Terri White and Heidi James in conversation with Naomi Frisby

  • DATE

    7 December 2021

  • TIME

    6:45 pm to 8:30 pm

  • AGES

    All ages welcome

  • PRICE

    £5

  • VENUE

    Blackwell's Bookshop Manchester
    University Green, 146 Oxford Rd, Manchester, M13 9GP

We’re thrilled to be welcoming Terri White and Heidi James to Manchester to discuss COMING UNDONE and THE SOUND MIRROR – two incredible books which use memoir and fiction respectively to explore themes of trauma and class. Terri and Heidi will be in conversation with host Naomi Frisby.

Coming Undone: A Memoir – Terri White

To everyone else, Terri White appeared to be living the dream – living in New York City, with a top job editing a major magazine. In reality, she was struggling with the trauma of an abusive childhood and rapidly skidding towards a mental health crisis that would land her in a psychiatric ward.

Coming Undone is Terri’s story of her unravelling, and her precarious journey back from a life in pieces.

Terri White was Editor-in-Chief of Empire magazine, having previously edited some of the most read titles in the UK and US, including Time Out New York and Shortlist, where she was named Men’s Magazine Editor of the Year. She has also written for the Guardian and The Pool. Coming Undone is her first book.

The Sound Mirror – Heidi James

‘Tamara is going to kill her mother, but she isn’t the villain. Tamara just has to finish what began at her birth and put an end to the damage encoded in her blood. Quitting her job in Communications, Tamara dresses carefully and hires a car, making the trip from London to her hometown in Kent, to visit her mother for the last time. Accompanied by a chorus of ancestors, Tamara is harried by voices from the past and the future that reveal the struggles, joys and secrets of these women’s lives that continue to echo through and impact her own.’ The Sound Mirror spans three familial generations from British Occupied India to Southern England, through intimately rendered characters, Heidi James has crafted a haunting and moving examination of class, war, violence, family and shame from the rich details of ordinary lives.

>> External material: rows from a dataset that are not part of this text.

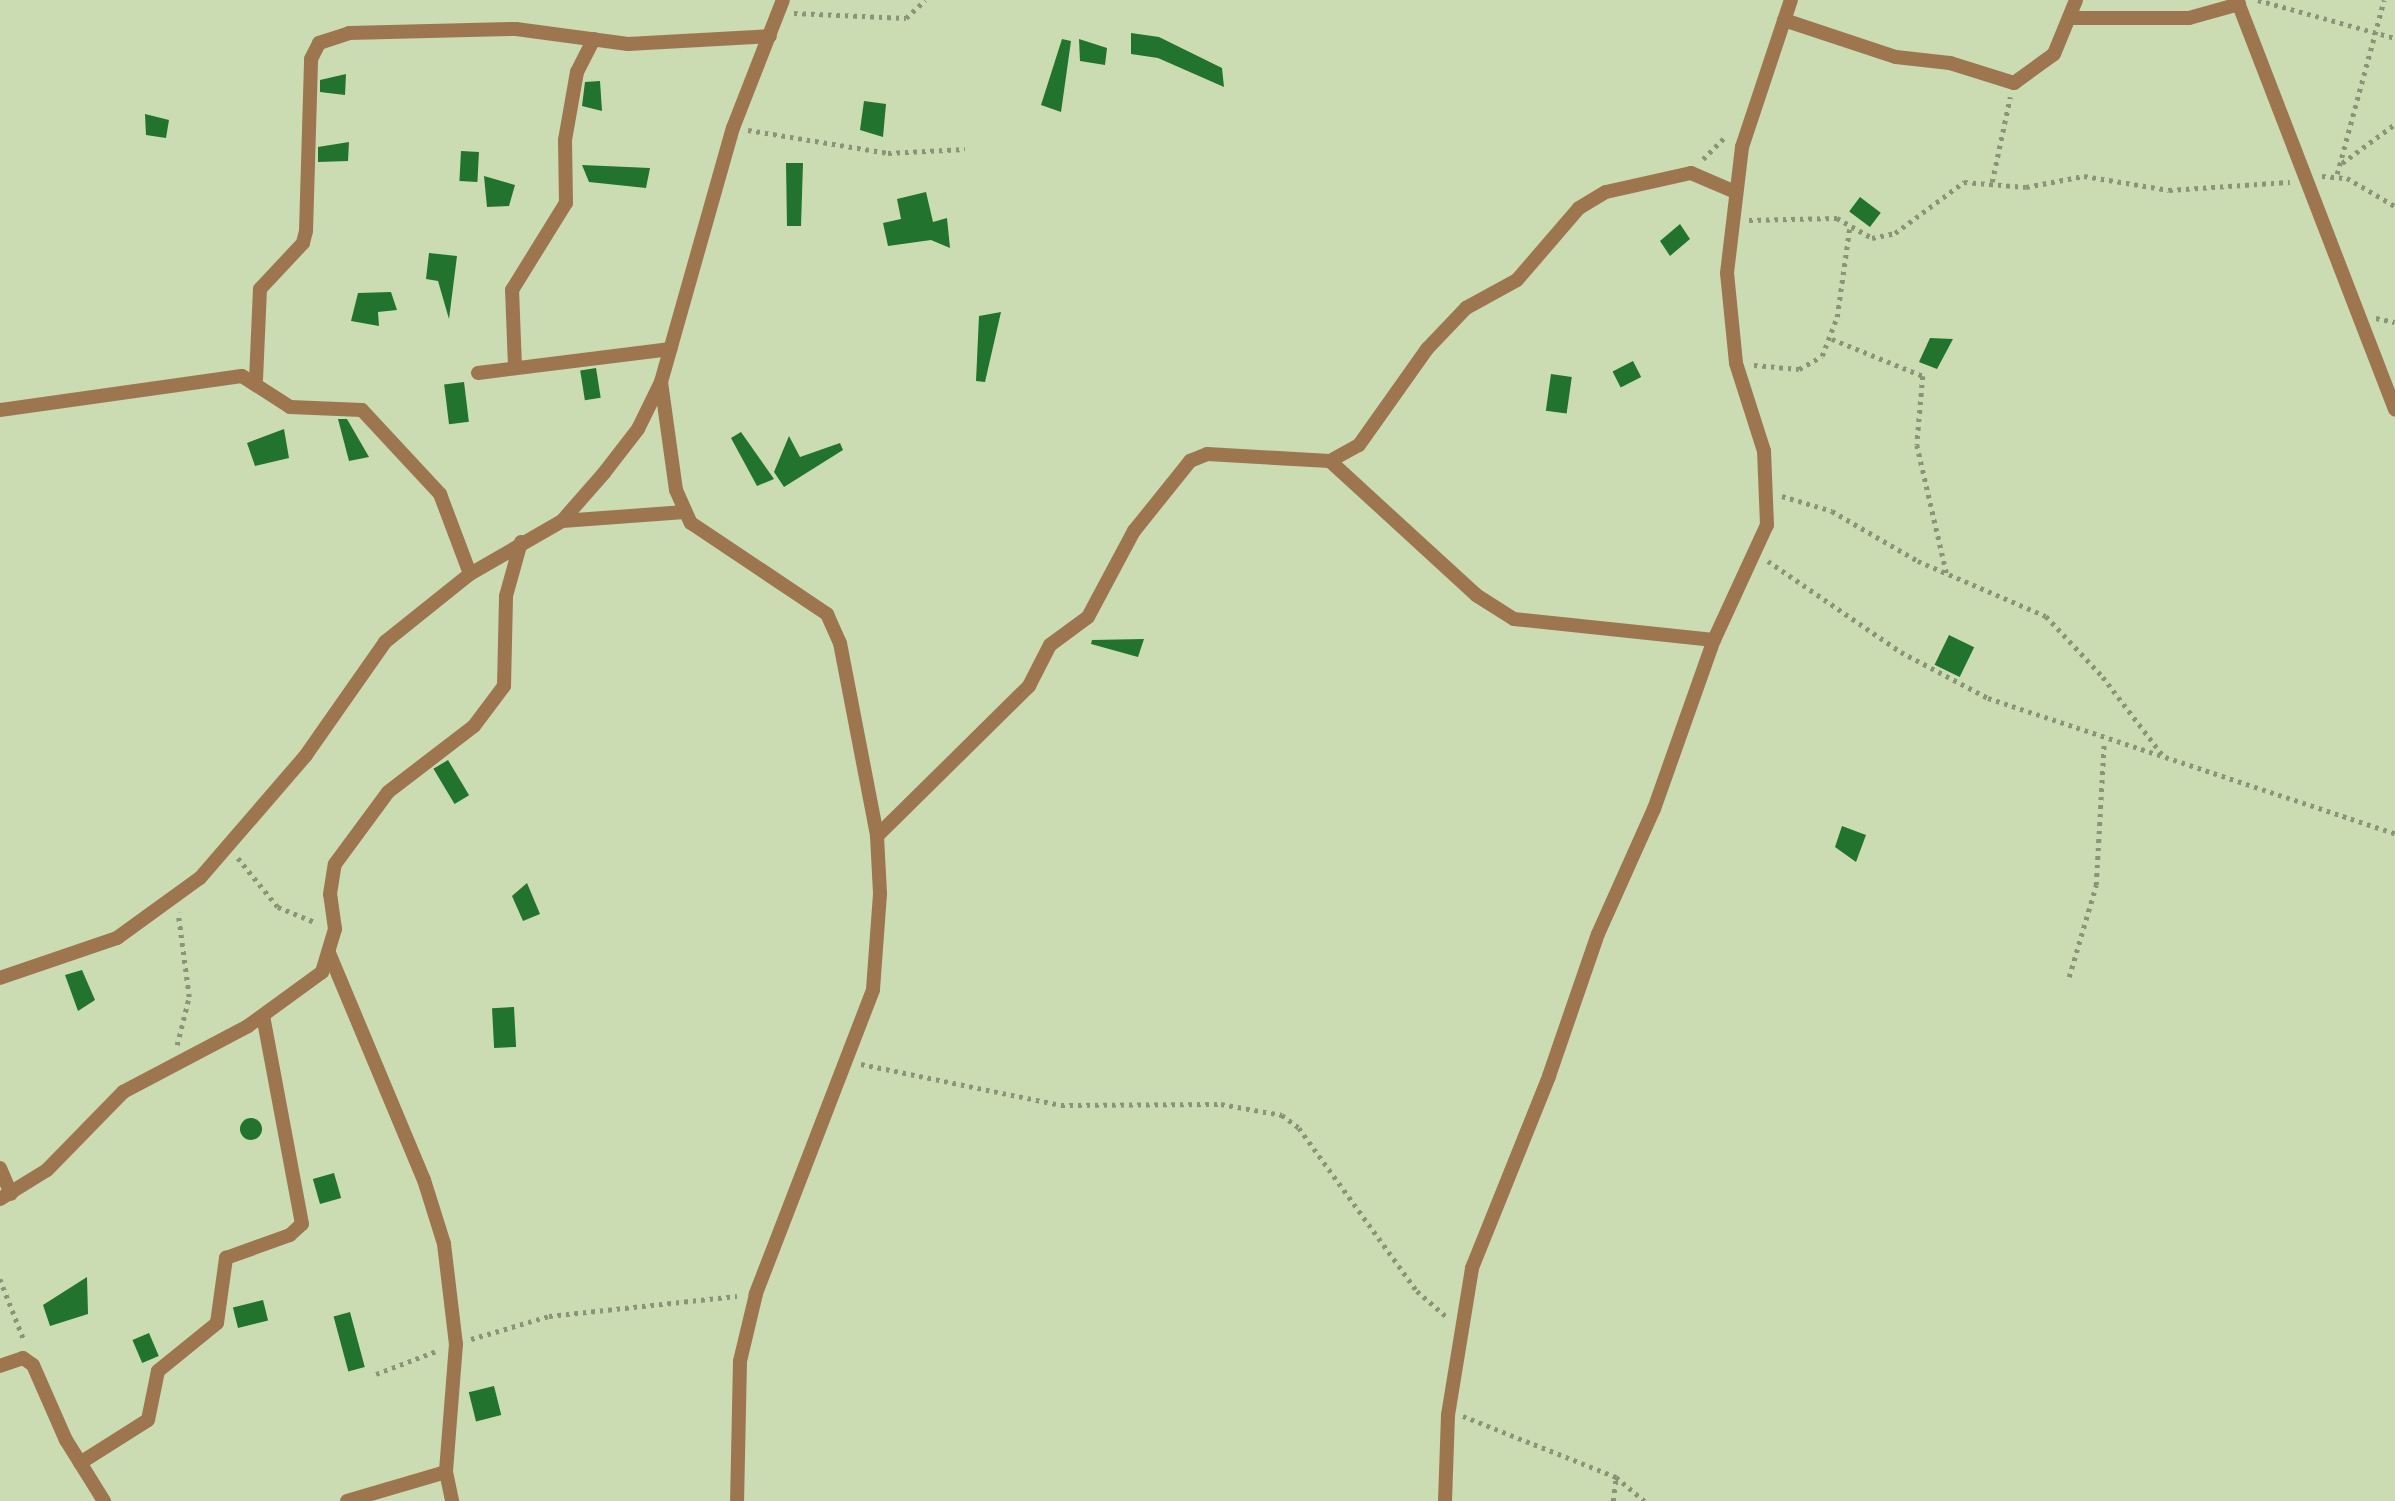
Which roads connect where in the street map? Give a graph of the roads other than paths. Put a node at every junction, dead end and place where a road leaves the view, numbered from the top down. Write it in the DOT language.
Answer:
graph roads {
  1 [pos="783,0"];
  2 [pos="1791,0"];
  3 [pos="2076,0"];
  4 [pos="2238,2"];
  5 [pos="2073,18"];
  6 [pos="1784,20"];
  7 [pos="770,36"];
  8 [pos="594,38"];
  9 [pos="1733,191"];
  10 [pos="671,349"];
  11 [pos="515,367"];
  12 [pos="478,373"];
  13 [pos="256,380"];
  14 [pos="661,382"];
  15 [pos="0,410"];
  16 [pos="2395,410"];
  17 [pos="1330,461"];
  18 [pos="685,512"];
  19 [pos="562,521"];
  20 [pos="521,542"];
  21 [pos="470,573"];
  22 [pos="1714,640"];
  23 [pos="877,836"];
  24 [pos="330,953"];
  25 [pos="0,978"];
  26 [pos="263,1016"];
  27 [pos="0,1168"];
  28 [pos="6,1196"];
  29 [pos="0,1366"];
  30 [pos="80,1462"];
  31 [pos="446,1472"];
  32 [pos="104,1501"];
  33 [pos="347,1501"];
  34 [pos="452,1501"];
  35 [pos="737,1501"];
  36 [pos="1445,1501"];
  1 -- 7 [label="street"];
  2 -- 6 [label="street"];
  3 -- 5 [label="street"];
  4 -- 5 [label="street"];
  4 -- 16 [label="street"];
  5 -- 6 [label="street"];
  6 -- 9 [label="street"];
  7 -- 8 [label="street"];
  7 -- 10 [label="street"];
  8 -- 11 [label="street"];
  8 -- 13 [label="street"];
  9 -- 17 [label="street"];
  9 -- 22 [label="street"];
  10 -- 11 [label="street"];
  10 -- 14 [label="street"];
  11 -- 12 [label="street"];
  13 -- 15 [label="street"];
  13 -- 21 [label="street"];
  14 -- 18 [label="street"];
  14 -- 19 [label="street"];
  17 -- 22 [label="street"];
  17 -- 23 [label="street"];
  18 -- 19 [label="street"];
  18 -- 23 [label="street"];
  19 -- 20 [label="street"];
  20 -- 21 [label="street"];
  20 -- 24 [label="street"];
  21 -- 25 [label="street"];
  22 -- 36 [label="street"];
  23 -- 35 [label="street"];
  24 -- 26 [label="street"];
  24 -- 31 [label="street"];
  26 -- 28 [label="street"];
  26 -- 30 [label="street"];
  27 -- 28 [label="street"];
  29 -- 30 [label="street"];
  30 -- 32 [label="street"];
  31 -- 33 [label="street"];
  31 -- 34 [label="street"];
}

Heidi James was born in the Medway Towns, Kent; moving to London when she was 17. She has a PhD in English Literature (despite not having A’ Levels nor an undergraduate degree) and lectures in English Literature and Creative Writing. Heidi has written three novels, all published by Bluemoose books: The Wounding, So The Doves (a Sunday Times Crime Book of The Month) and The Sound Mirror.

Naomi Frisby is a writer, interviewer and educator. Her work has been published in Trauma: Writing About Art and Mental Health (Dodo Ink) and The Book of Sheffield (Comma Press). Her short stories have been shortlisted for The White Review Short Story Prize, and longlisted for the Manchester Fiction Prize. She was recently awarded a multi-artform micro-commission by Ilkley Literature Festival. She co-hosts the books podcast Late To It and is a PhD candidate in Creative Writing at Sheffield Hallam University.